● AIM OF THE EXERCISE: Could you print out every entry, character for character?

● ENTRIES PROVIDED:
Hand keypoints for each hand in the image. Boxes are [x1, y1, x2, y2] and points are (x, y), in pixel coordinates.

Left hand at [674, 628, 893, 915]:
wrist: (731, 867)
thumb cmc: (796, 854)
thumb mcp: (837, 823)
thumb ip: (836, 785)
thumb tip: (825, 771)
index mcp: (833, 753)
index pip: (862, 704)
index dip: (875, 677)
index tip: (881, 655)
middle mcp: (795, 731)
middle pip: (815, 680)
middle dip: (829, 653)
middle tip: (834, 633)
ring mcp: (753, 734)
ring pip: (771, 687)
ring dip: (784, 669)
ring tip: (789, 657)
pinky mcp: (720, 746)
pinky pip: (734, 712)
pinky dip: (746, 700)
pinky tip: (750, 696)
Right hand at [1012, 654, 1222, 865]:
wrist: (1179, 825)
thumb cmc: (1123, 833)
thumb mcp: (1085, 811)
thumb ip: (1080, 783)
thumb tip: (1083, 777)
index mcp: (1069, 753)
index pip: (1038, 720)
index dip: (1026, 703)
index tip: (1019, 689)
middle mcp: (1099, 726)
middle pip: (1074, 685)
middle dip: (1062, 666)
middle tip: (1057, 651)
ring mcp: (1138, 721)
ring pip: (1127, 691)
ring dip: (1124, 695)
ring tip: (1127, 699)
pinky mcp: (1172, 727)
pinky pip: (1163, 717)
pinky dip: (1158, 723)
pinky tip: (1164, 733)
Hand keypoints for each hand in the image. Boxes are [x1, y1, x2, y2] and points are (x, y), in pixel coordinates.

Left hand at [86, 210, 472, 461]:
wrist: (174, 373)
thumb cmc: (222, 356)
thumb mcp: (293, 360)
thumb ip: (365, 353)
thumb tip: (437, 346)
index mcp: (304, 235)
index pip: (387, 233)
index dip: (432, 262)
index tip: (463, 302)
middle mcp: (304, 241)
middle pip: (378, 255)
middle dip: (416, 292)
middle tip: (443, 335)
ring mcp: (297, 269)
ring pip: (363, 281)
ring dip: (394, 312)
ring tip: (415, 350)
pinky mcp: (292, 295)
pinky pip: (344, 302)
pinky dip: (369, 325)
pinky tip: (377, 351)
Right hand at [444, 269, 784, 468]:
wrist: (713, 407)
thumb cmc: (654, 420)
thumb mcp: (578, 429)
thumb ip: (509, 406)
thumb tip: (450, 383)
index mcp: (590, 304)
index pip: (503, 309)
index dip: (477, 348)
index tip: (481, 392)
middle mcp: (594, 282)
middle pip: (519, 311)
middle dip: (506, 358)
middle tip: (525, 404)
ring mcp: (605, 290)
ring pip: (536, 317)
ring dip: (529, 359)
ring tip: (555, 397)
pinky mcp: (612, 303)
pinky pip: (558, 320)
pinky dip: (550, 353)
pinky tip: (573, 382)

● SOLUTION TO THIS EXERCISE:
Hand keypoints for each hand in the image. Boxes are [x1, y1, x2, y2] and points are (x, y), in pixel coordinates.

Left hand at [674, 628, 893, 915]:
wrist: (731, 867)
thumb cmc: (796, 854)
thumb mcp: (837, 823)
thumb ip: (836, 785)
thumb tip: (825, 771)
index mcp: (833, 753)
index pip: (862, 704)
index dip: (875, 677)
index tip: (881, 655)
middle mcp: (795, 731)
middle pip: (815, 680)
middle dip: (829, 653)
middle tip: (834, 633)
ring mcp: (753, 734)
ring pip: (771, 687)
ring dip: (784, 669)
ring tip: (789, 657)
pinky mcp: (720, 746)
pinky pip: (734, 712)
pinky dip: (746, 700)
pinky tip: (750, 696)
Right hand at [1012, 654, 1222, 865]:
wrist: (1179, 825)
thumb cmc: (1123, 833)
thumb mcp: (1085, 811)
thumb ip: (1080, 783)
thumb tip: (1083, 777)
index mcp: (1069, 753)
index pip: (1038, 720)
index dip: (1026, 703)
index tip: (1019, 689)
middle mcp: (1099, 726)
middle pip: (1074, 685)
middle dip: (1062, 666)
middle tip: (1057, 651)
ring mcp: (1138, 721)
ring pip: (1127, 691)
ring dip: (1124, 695)
ring tip: (1127, 699)
pinky mcp: (1172, 727)
pinky pip: (1163, 717)
pinky dip: (1158, 723)
pinky tip: (1164, 733)
Hand keypoints for each hand in the image. Boxes are [x1, y1, x2, y2] and points are (x, y), in pixel coordinates.

Left hand at [86, 210, 472, 461]:
wrist: (174, 373)
thumb cmc: (222, 356)
thumb mcp: (293, 360)
thumb ip: (365, 353)
thumb tip: (437, 346)
index mcp: (304, 235)
index pip: (387, 233)
index dip: (432, 262)
index tip: (463, 302)
middle mcp: (304, 241)
middle pip: (378, 255)
middle dip: (416, 292)
middle tip: (443, 335)
ring mcp: (297, 269)
ring pip: (363, 281)
ring dip: (394, 312)
ring tip: (415, 350)
pinky mcp: (292, 295)
pinky pip: (344, 302)
pinky dip: (369, 325)
pinky tip: (377, 351)
Right hand at [444, 269, 784, 468]:
wrist: (713, 407)
thumb cmc: (654, 420)
thumb mcp: (578, 429)
thumb ip: (509, 406)
thumb tip: (450, 383)
index mcp: (590, 304)
index pip: (503, 309)
index dip: (477, 348)
index tip: (481, 392)
middle mcp: (594, 282)
middle pip: (519, 311)
middle dip: (506, 358)
middle tip: (525, 404)
ring mcp: (605, 290)
ring pip: (536, 317)
ring dip: (529, 359)
ring tip: (555, 397)
pinky mcp: (612, 303)
pinky pip: (558, 320)
pinky dip: (550, 353)
pinky tip: (573, 382)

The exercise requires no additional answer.